Testing & Assessment

Notch Testing and the Impact of 1000 Cuts

How much damage can a single wire take? Does the failure of a wire’s insulation require one large trauma (think of dropping a hammer on it), or is it possible for the insulation to fail due to 1,000 small cuts? That has been a question plaguing wire system sustainment for decades. Identifying one large trauma can be easy, but to catalog all the minor traumas is impossible.

There is at least a means to determine if a wire’s insulation can withstand at least one cut. The means to do this is with the notch propagation test.

Test overview

In this test, a razor blade is set in a test fixture such that only 1 – 5 mils (0.0254 – 0.127 mm) of the blade is above the fixture. This limits the penetration to the blade height.

The blade is then run across the wire (perpendicular to the wire length) to create the notch in the wire insulation. After the cut is made, the wire is then subjected to a bend test in which the wire is wrapped around a mandrel. This wrapping action is indented to mechanically stress the insulation, and the notch location, such that the notch expands and potentially propagates to the wire conductor.

Test Method

The most common standards for aerospace notch propagation are the AS4373 and the EN3475. At the core, they both seek to apply a notch; the two standards differ in what happens after the notch is created.

Summary of notch propagation testing.

In the AS4373 test procedure, the post-notch wrapping and unwrapping continue until either the conductor is exposed, or 100 cycles have been completed (whichever is first). If the specimen passes the 100 wrap cycles, it is again visually examined for an exposed conductor. A specimen has passed the test if no conductor is exposed.

In the EN3475 test procedure, the post-notch wrapping is done only once, but the sample is then subjected to a wet dielectric test.

Both test methods have merit in the test performance. The AS4373 method examines the case where the wire/cable is in a flex application or if near a disconnect. The EN3473 method considers a common case of stationary wire and dielectric breakdown with the application of voltage. The selection of the test method should be done to best reflect the application.

Tests on Cables

This test may also be performed on cables. When this is done, the same procedures are followed except the objective is to determine if there is a breach of the jacket to the cable shield. The same pass/fail criteria used for wires may be used for cables.

In Application

In application, the notch propagation test would eliminate any aerospace wire construction that is identified as ‘lightweight’. Lightweight wire constructions (such as AS22759/91) have a wall thickness minimum of 5.8 mils. While it is possible that a 5 mil cut would not cut through to the conductor, it is likely that a breach would propagate during the bend test or a hole would be created when voltage is applied in the dielectric test.

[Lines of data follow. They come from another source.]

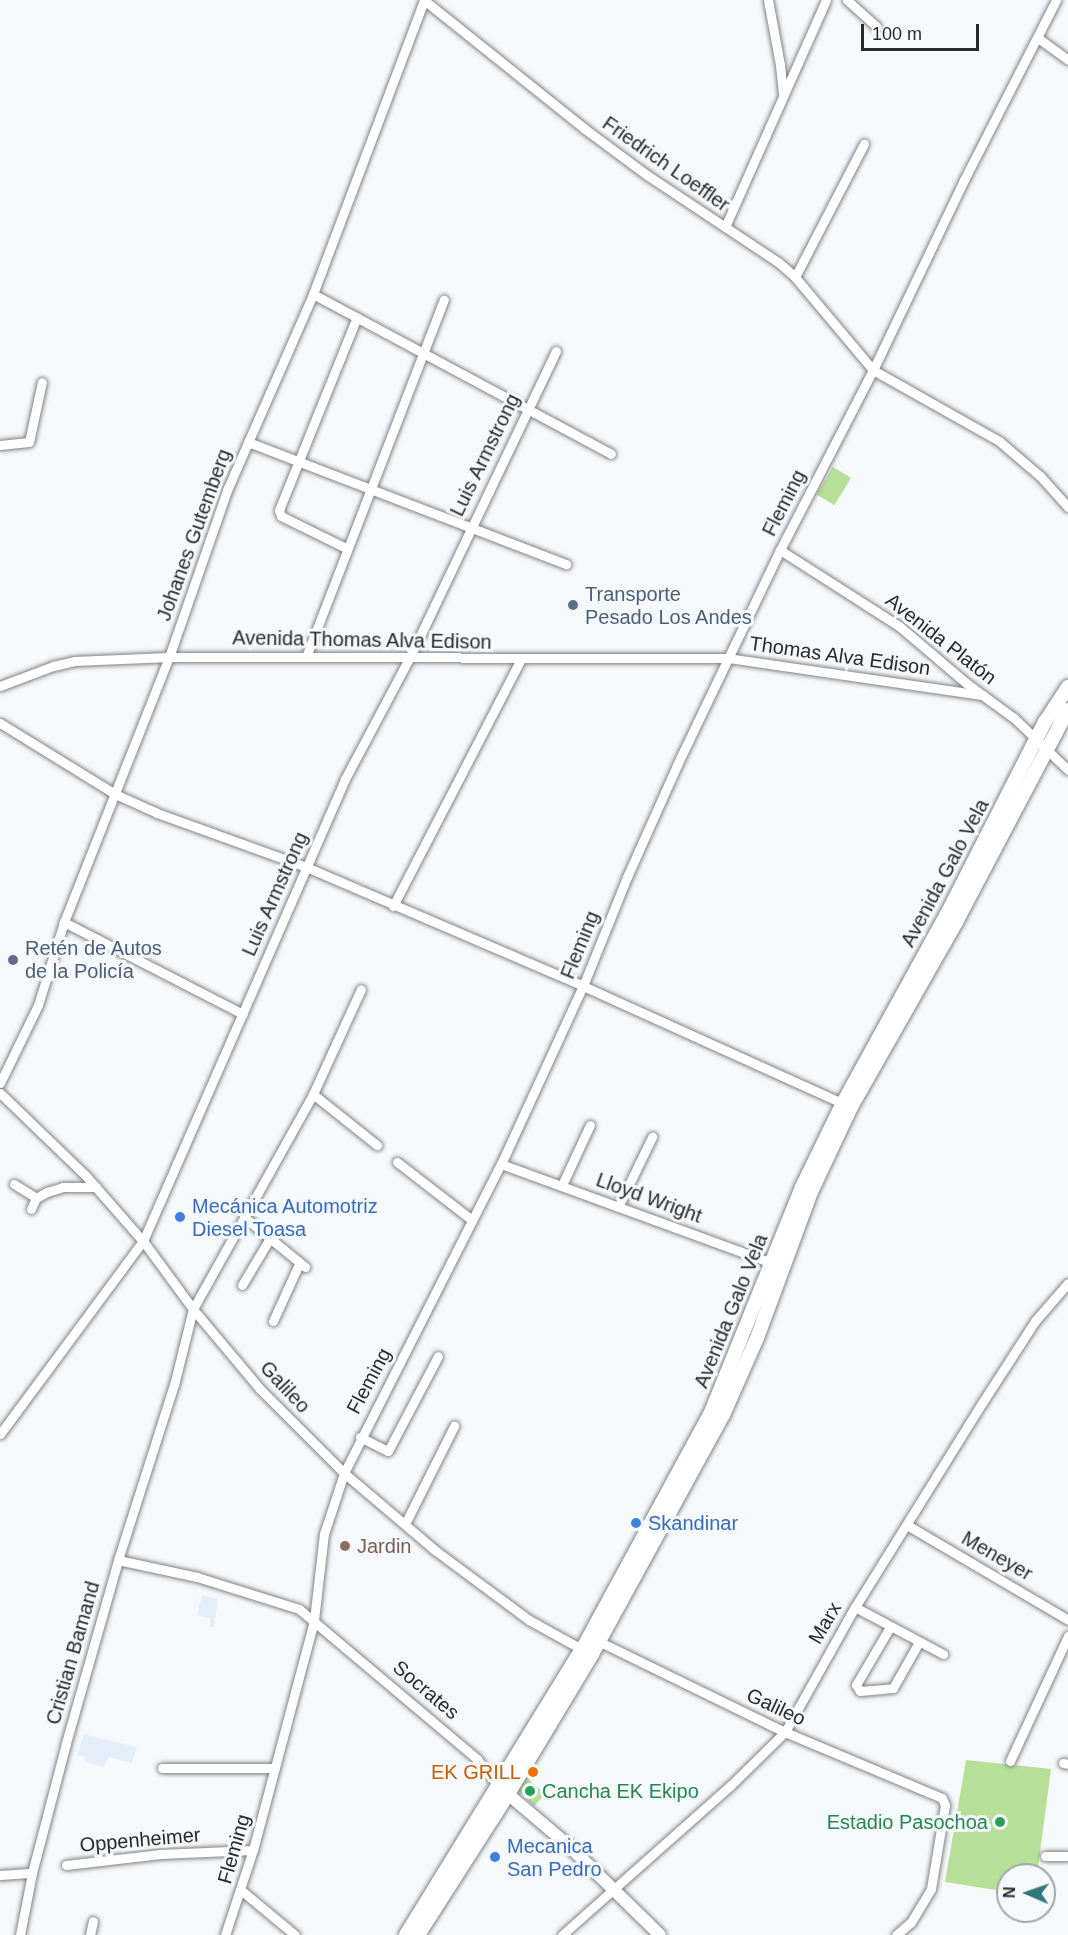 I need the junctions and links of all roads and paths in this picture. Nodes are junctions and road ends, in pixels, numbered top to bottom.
1 (424, 0) edge
2 (768, 0) edge
3 (826, 0) edge
4 (847, 0) edge
5 (1056, 0) edge
6 (877, 27) dead end
7 (1038, 38) junction
8 (1068, 60) edge
9 (783, 95) junction
10 (864, 144) dead end
11 (725, 227) junction
12 (795, 277) junction
13 (313, 294) junction
14 (444, 300) dead end
15 (357, 317) junction
16 (556, 351) dead end
17 (423, 353) junction
18 (873, 370) junction
19 (42, 382) dead end
20 (528, 409) junction
21 (248, 442) junction
22 (0, 444) edge
23 (611, 454) dead end
24 (297, 462) junction
25 (369, 489) junction
26 (1068, 507) edge
27 (470, 527) junction
28 (346, 548) junction
29 (780, 550) junction
30 (566, 564) dead end
31 (169, 657) junction
32 (306, 657) junction
33 (410, 657) junction
34 (728, 658) junction
35 (521, 659) junction
36 (0, 686) edge
37 (1068, 687) edge
38 (982, 695) junction
39 (1068, 710) edge
40 (0, 723) edge
41 (1042, 744) junction
42 (1068, 770) edge
43 (115, 794) junction
44 (306, 867) junction
45 (393, 906) junction
46 (64, 922) junction
47 (583, 986) junction
48 (361, 988) dead end
49 (243, 1014) junction
50 (0, 1083) edge
51 (0, 1093) edge
52 (313, 1094) junction
53 (847, 1105) junction
54 (590, 1125) dead end
55 (652, 1137) dead end
56 (377, 1145) dead end
57 (397, 1162) dead end
58 (501, 1164) junction
59 (14, 1184) dead end
60 (562, 1185) junction
61 (96, 1187) junction
62 (36, 1198) junction
63 (619, 1205) junction
64 (31, 1209) dead end
65 (244, 1217) junction
66 (472, 1220) junction
67 (270, 1238) junction
68 (143, 1241) junction
69 (778, 1265) junction
70 (1068, 1283) edge
71 (242, 1285) dead end
72 (193, 1309) junction
73 (273, 1321) dead end
74 (438, 1356) dead end
75 (454, 1426) dead end
76 (0, 1434) edge
77 (360, 1437) junction
78 (344, 1473) junction
79 (405, 1524) junction
80 (907, 1526) junction
81 (118, 1560) junction
82 (855, 1607) junction
83 (314, 1620) junction
84 (1068, 1620) edge
85 (890, 1627) junction
86 (1068, 1636) edge
87 (919, 1641) junction
88 (590, 1646) junction
89 (944, 1654) dead end
90 (785, 1732) junction
91 (1010, 1761) dead end
92 (162, 1768) dead end
93 (275, 1768) junction
94 (503, 1790) junction
95 (254, 1850) junction
96 (1045, 1856) dead end
97 (1068, 1856) edge
98 (66, 1865) dead end
99 (32, 1873) junction
100 (0, 1875) edge
101 (612, 1889) junction
102 (242, 1891) junction
103 (93, 1922) dead end
104 (20, 1935) edge
105 (90, 1935) edge
106 (225, 1935) edge
107 (295, 1935) edge
108 (406, 1935) edge
109 (418, 1935) edge
110 (562, 1935) edge
111 (660, 1935) edge
112 (896, 1935) edge

1 - 11 street, Friedrich Loeffler
1 - 13 street, Johanes Gutemberg
2 - 9 street
3 - 9 street
4 - 6 street
5 - 7 street, Fleming
7 - 8 street
7 - 18 street, Fleming
9 - 11 street
10 - 12 street
11 - 12 street, Friedrich Loeffler
12 - 18 street, Friedrich Loeffler
13 - 15 street
13 - 21 street, Johanes Gutemberg
14 - 17 street
15 - 17 street
15 - 24 street
16 - 20 street, Luis Armstrong
17 - 20 street
17 - 25 street
18 - 26 street
18 - 29 street, Fleming
19 - 22 street
20 - 23 street
20 - 27 street, Luis Armstrong
21 - 24 street
21 - 31 street, Johanes Gutemberg
24 - 25 street
24 - 28 street
25 - 27 street
25 - 28 street
27 - 30 street
27 - 33 street, Luis Armstrong
28 - 32 street
29 - 34 street, Fleming
29 - 38 street, Avenida Platón
31 - 32 street, Avenida Thomas Alva Edison
31 - 36 street, Avenida Thomas Alva Edison
31 - 43 street, Johanes Gutemberg
32 - 33 street, Avenida Thomas Alva Edison
33 - 35 street, Avenida Thomas Alva Edison
33 - 44 street, Luis Armstrong
34 - 35 street, Avenida Thomas Alva Edison
34 - 38 street, Thomas Alva Edison
34 - 47 street, Fleming
35 - 45 street
37 - 41 main road, Avenida Galo Vela
38 - 41 street, Avenida Platón
39 - 41 main road, Avenida Galo Vela
40 - 43 street
41 - 42 street, Avenida Platón
41 - 53 main road, Avenida Galo Vela
43 - 44 street
43 - 46 street, Johanes Gutemberg
44 - 45 street
44 - 49 street, Luis Armstrong
45 - 47 street
46 - 49 street
46 - 50 street, Johanes Gutemberg
47 - 53 street
47 - 58 street, Fleming
48 - 52 street, Cristian Bamand
49 - 68 street, Luis Armstrong
51 - 61 street, Galileo
52 - 56 street
52 - 65 street, Cristian Bamand
53 - 69 main road, Avenida Galo Vela
54 - 60 street
55 - 63 street
57 - 66 street
58 - 60 street, Lloyd Wright
58 - 66 street, Fleming
59 - 62 street
60 - 63 street, Lloyd Wright
61 - 62 street
61 - 68 street, Galileo
62 - 64 street
63 - 69 street, Lloyd Wright
65 - 67 street
65 - 72 street, Cristian Bamand
66 - 77 street, Fleming
67 - 71 street
67 - 73 street
68 - 72 street, Galileo
68 - 76 street, Luis Armstrong
69 - 88 main road, Avenida Galo Vela
70 - 80 street, Marx
72 - 78 street, Galileo
72 - 81 street, Cristian Bamand
74 - 77 street
75 - 79 street
77 - 78 street, Fleming
78 - 79 street, Galileo
78 - 83 street, Fleming
79 - 88 street, Galileo
80 - 82 street, Marx
80 - 84 street, Meneyer
81 - 83 street, Socrates
81 - 99 street, Cristian Bamand
82 - 85 street
82 - 90 street, Marx
83 - 93 street, Fleming
83 - 94 street, Socrates
85 - 87 street
85 - 87 street
86 - 91 street
87 - 89 street
88 - 90 street, Galileo
88 - 94 main road, Avenida Galo Vela
90 - 101 street, Marx
90 - 112 street, Galileo
92 - 93 street
93 - 95 street, Fleming
94 - 101 street
94 - 108 main road, Avenida Galo Vela
94 - 109 main road, Avenida Galo Vela
95 - 98 street, Oppenheimer
95 - 102 street, Fleming
96 - 97 street
99 - 100 street
99 - 104 street, Cristian Bamand
101 - 110 street, Marx
101 - 111 street
102 - 106 street, Fleming
102 - 107 street
103 - 105 street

Organizations that place value on the notch propagation test will often mitigate the risk of insulation damage by either

  1. Requiring all lightweight wires be in wire harnesses with additional sleeving/protection, or
  2. Require lightweight wires to be in a jacketed cable.

[Side Note: naturally, the value of lightweight constructions often comes up when factoring in additional protection requirements. This will be addressed in a future Lectromec article].

By adding this additional layer of protection, the wires are protected from small cuts.

Conclusion

The notch propagation test is one of many tests to evaluate a wire/cable’s insulation performance. By creating a little insulation damage then mechanically stressing the wire, it is possible to see if the insulation is likely to tear after a small cut. The test itself is straight forward, but the application of the results is not. The results are pass/fail, so it does not provide much information when comparing different wire/cable constructions. A means to augment the test is to progressively increase the blade penetration to see when the sample fails. In doing so, additional value can be gained from the testing.

Michael Traskos
Michael Traskos
President, Lectromec

Michael has been involved in wire degradation and failure assessments for more than a decade. He has worked on dozens of projects assessing the reliability and qualification of EWIS components. Michael is an FAA DER with a delegated authority covering EWIS certification and the chairman of the SAE AE-8A EWIS installation committee.